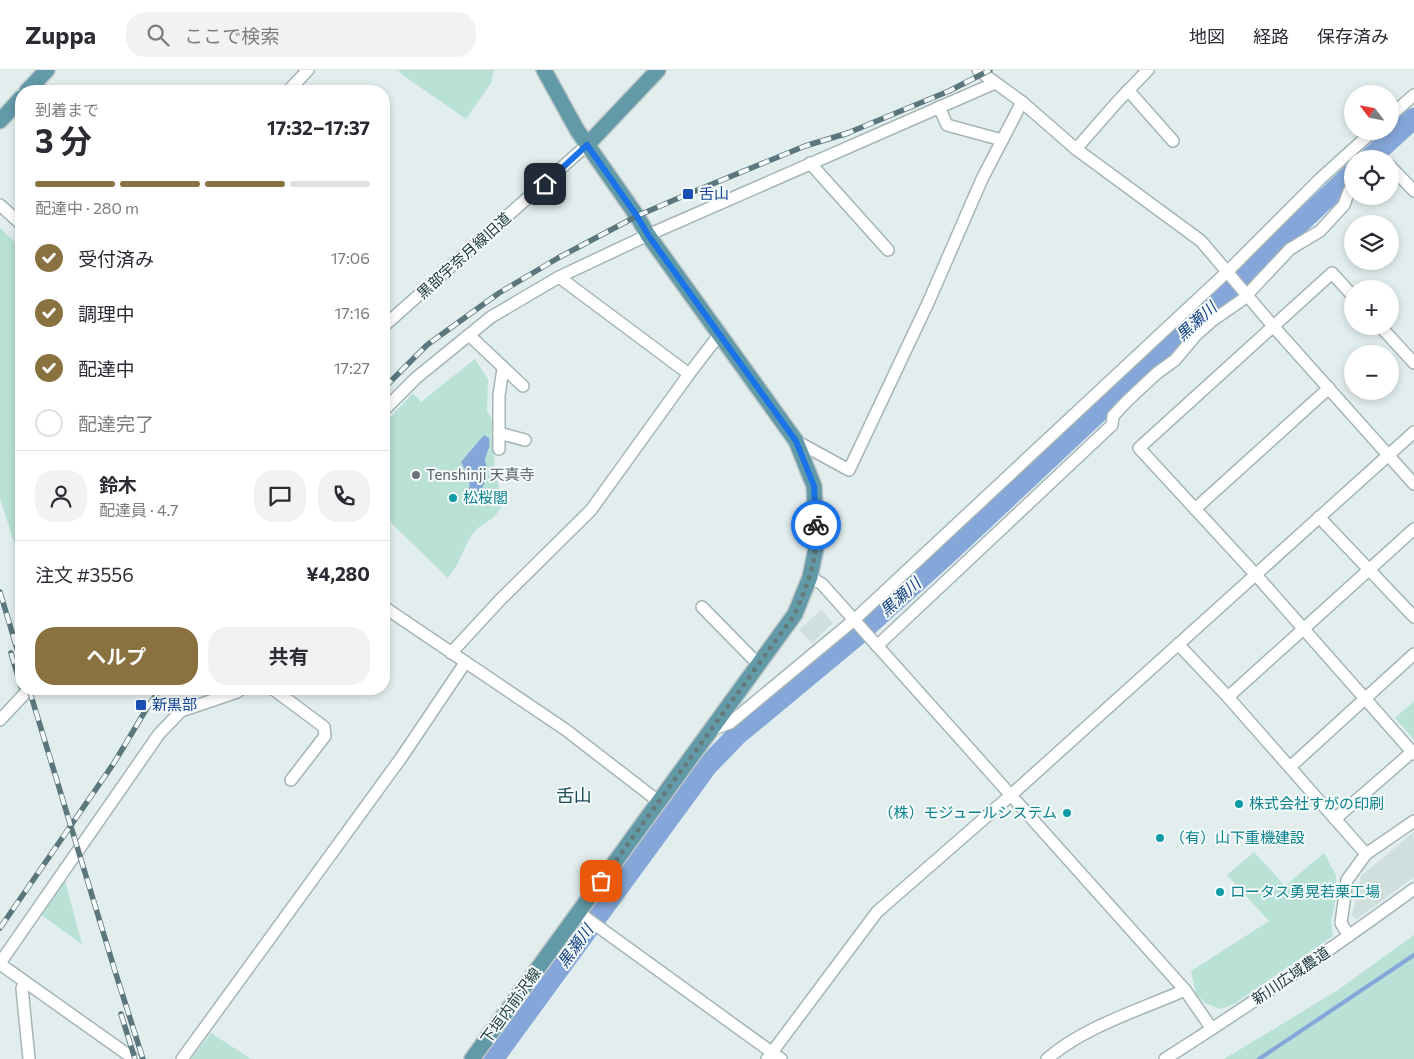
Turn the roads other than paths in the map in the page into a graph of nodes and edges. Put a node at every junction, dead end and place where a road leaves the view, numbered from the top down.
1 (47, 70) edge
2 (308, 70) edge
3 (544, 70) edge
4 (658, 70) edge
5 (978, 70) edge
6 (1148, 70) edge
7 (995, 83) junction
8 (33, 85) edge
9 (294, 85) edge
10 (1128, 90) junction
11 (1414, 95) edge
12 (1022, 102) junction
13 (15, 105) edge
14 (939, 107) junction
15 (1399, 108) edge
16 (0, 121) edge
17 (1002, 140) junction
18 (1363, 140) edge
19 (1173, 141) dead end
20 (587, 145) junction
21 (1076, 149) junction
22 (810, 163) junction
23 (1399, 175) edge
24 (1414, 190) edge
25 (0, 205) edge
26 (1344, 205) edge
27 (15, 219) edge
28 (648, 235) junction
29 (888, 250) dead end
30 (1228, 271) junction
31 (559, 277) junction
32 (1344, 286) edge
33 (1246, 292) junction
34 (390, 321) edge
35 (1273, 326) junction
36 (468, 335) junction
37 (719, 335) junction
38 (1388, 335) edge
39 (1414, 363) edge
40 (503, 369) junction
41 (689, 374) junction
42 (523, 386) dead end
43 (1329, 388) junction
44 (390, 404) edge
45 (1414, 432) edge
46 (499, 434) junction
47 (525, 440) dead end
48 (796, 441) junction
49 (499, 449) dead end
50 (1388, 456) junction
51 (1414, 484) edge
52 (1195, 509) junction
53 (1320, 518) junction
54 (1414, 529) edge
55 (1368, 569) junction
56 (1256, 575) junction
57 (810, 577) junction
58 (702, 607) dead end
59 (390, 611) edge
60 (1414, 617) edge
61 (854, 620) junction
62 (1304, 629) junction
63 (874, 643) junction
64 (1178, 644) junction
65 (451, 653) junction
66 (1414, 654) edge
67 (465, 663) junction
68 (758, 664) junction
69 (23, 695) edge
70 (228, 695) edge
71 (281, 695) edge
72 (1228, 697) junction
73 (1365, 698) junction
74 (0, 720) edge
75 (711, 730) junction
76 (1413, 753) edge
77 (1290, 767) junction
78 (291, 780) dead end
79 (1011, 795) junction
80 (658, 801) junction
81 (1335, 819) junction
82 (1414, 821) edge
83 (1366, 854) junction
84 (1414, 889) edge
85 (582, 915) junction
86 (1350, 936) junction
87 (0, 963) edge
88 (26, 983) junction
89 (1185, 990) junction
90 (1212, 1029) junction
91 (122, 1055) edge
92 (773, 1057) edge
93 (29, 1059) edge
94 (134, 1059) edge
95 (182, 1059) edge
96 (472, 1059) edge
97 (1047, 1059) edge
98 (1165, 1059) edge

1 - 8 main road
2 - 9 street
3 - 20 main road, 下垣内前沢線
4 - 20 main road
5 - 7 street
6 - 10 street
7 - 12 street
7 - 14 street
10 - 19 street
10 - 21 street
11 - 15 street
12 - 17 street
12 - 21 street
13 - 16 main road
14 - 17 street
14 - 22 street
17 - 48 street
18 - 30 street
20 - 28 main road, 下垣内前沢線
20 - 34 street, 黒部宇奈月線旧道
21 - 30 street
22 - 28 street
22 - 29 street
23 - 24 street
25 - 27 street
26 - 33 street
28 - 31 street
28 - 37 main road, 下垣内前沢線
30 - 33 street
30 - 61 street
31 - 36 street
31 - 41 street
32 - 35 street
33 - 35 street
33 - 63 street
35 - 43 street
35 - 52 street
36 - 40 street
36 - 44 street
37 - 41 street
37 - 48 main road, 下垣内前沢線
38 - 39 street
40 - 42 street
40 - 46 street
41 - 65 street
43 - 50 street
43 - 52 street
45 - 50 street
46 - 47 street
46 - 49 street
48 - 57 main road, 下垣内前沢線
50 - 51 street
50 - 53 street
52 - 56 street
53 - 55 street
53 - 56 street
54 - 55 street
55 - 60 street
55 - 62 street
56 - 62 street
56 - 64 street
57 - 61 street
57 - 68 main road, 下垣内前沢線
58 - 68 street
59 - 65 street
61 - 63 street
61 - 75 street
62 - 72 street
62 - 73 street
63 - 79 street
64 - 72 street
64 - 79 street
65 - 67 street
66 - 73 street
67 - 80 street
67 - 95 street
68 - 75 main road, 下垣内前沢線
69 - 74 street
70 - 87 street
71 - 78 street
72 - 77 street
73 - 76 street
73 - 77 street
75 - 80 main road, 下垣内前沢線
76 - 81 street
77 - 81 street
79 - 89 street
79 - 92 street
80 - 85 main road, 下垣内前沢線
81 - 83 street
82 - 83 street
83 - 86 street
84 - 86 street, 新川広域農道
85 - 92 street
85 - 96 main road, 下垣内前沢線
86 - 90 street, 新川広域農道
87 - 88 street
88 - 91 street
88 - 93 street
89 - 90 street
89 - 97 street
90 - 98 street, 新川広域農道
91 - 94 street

Work required: Reproduce every entry above in full and exactly, though not its pictures.

Solution to the problem:
Turn the roads other than paths in the map in the page into a graph of nodes and edges. Put a node at every junction, dead end and place where a road leaves the view, numbered from the top down.
1 (47, 70) edge
2 (308, 70) edge
3 (544, 70) edge
4 (658, 70) edge
5 (978, 70) edge
6 (1148, 70) edge
7 (995, 83) junction
8 (33, 85) edge
9 (294, 85) edge
10 (1128, 90) junction
11 (1414, 95) edge
12 (1022, 102) junction
13 (15, 105) edge
14 (939, 107) junction
15 (1399, 108) edge
16 (0, 121) edge
17 (1002, 140) junction
18 (1363, 140) edge
19 (1173, 141) dead end
20 (587, 145) junction
21 (1076, 149) junction
22 (810, 163) junction
23 (1399, 175) edge
24 (1414, 190) edge
25 (0, 205) edge
26 (1344, 205) edge
27 (15, 219) edge
28 (648, 235) junction
29 (888, 250) dead end
30 (1228, 271) junction
31 (559, 277) junction
32 (1344, 286) edge
33 (1246, 292) junction
34 (390, 321) edge
35 (1273, 326) junction
36 (468, 335) junction
37 (719, 335) junction
38 (1388, 335) edge
39 (1414, 363) edge
40 (503, 369) junction
41 (689, 374) junction
42 (523, 386) dead end
43 (1329, 388) junction
44 (390, 404) edge
45 (1414, 432) edge
46 (499, 434) junction
47 (525, 440) dead end
48 (796, 441) junction
49 (499, 449) dead end
50 (1388, 456) junction
51 (1414, 484) edge
52 (1195, 509) junction
53 (1320, 518) junction
54 (1414, 529) edge
55 (1368, 569) junction
56 (1256, 575) junction
57 (810, 577) junction
58 (702, 607) dead end
59 (390, 611) edge
60 (1414, 617) edge
61 (854, 620) junction
62 (1304, 629) junction
63 (874, 643) junction
64 (1178, 644) junction
65 (451, 653) junction
66 (1414, 654) edge
67 (465, 663) junction
68 (758, 664) junction
69 (23, 695) edge
70 (228, 695) edge
71 (281, 695) edge
72 (1228, 697) junction
73 (1365, 698) junction
74 (0, 720) edge
75 (711, 730) junction
76 (1413, 753) edge
77 (1290, 767) junction
78 (291, 780) dead end
79 (1011, 795) junction
80 (658, 801) junction
81 (1335, 819) junction
82 (1414, 821) edge
83 (1366, 854) junction
84 (1414, 889) edge
85 (582, 915) junction
86 (1350, 936) junction
87 (0, 963) edge
88 (26, 983) junction
89 (1185, 990) junction
90 (1212, 1029) junction
91 (122, 1055) edge
92 (773, 1057) edge
93 (29, 1059) edge
94 (134, 1059) edge
95 (182, 1059) edge
96 (472, 1059) edge
97 (1047, 1059) edge
98 (1165, 1059) edge

1 - 8 main road
2 - 9 street
3 - 20 main road, 下垣内前沢線
4 - 20 main road
5 - 7 street
6 - 10 street
7 - 12 street
7 - 14 street
10 - 19 street
10 - 21 street
11 - 15 street
12 - 17 street
12 - 21 street
13 - 16 main road
14 - 17 street
14 - 22 street
17 - 48 street
18 - 30 street
20 - 28 main road, 下垣内前沢線
20 - 34 street, 黒部宇奈月線旧道
21 - 30 street
22 - 28 street
22 - 29 street
23 - 24 street
25 - 27 street
26 - 33 street
28 - 31 street
28 - 37 main road, 下垣内前沢線
30 - 33 street
30 - 61 street
31 - 36 street
31 - 41 street
32 - 35 street
33 - 35 street
33 - 63 street
35 - 43 street
35 - 52 street
36 - 40 street
36 - 44 street
37 - 41 street
37 - 48 main road, 下垣内前沢線
38 - 39 street
40 - 42 street
40 - 46 street
41 - 65 street
43 - 50 street
43 - 52 street
45 - 50 street
46 - 47 street
46 - 49 street
48 - 57 main road, 下垣内前沢線
50 - 51 street
50 - 53 street
52 - 56 street
53 - 55 street
53 - 56 street
54 - 55 street
55 - 60 street
55 - 62 street
56 - 62 street
56 - 64 street
57 - 61 street
57 - 68 main road, 下垣内前沢線
58 - 68 street
59 - 65 street
61 - 63 street
61 - 75 street
62 - 72 street
62 - 73 street
63 - 79 street
64 - 72 street
64 - 79 street
65 - 67 street
66 - 73 street
67 - 80 street
67 - 95 street
68 - 75 main road, 下垣内前沢線
69 - 74 street
70 - 87 street
71 - 78 street
72 - 77 street
73 - 76 street
73 - 77 street
75 - 80 main road, 下垣内前沢線
76 - 81 street
77 - 81 street
79 - 89 street
79 - 92 street
80 - 85 main road, 下垣内前沢線
81 - 83 street
82 - 83 street
83 - 86 street
84 - 86 street, 新川広域農道
85 - 92 street
85 - 96 main road, 下垣内前沢線
86 - 90 street, 新川広域農道
87 - 88 street
88 - 91 street
88 - 93 street
89 - 90 street
89 - 97 street
90 - 98 street, 新川広域農道
91 - 94 street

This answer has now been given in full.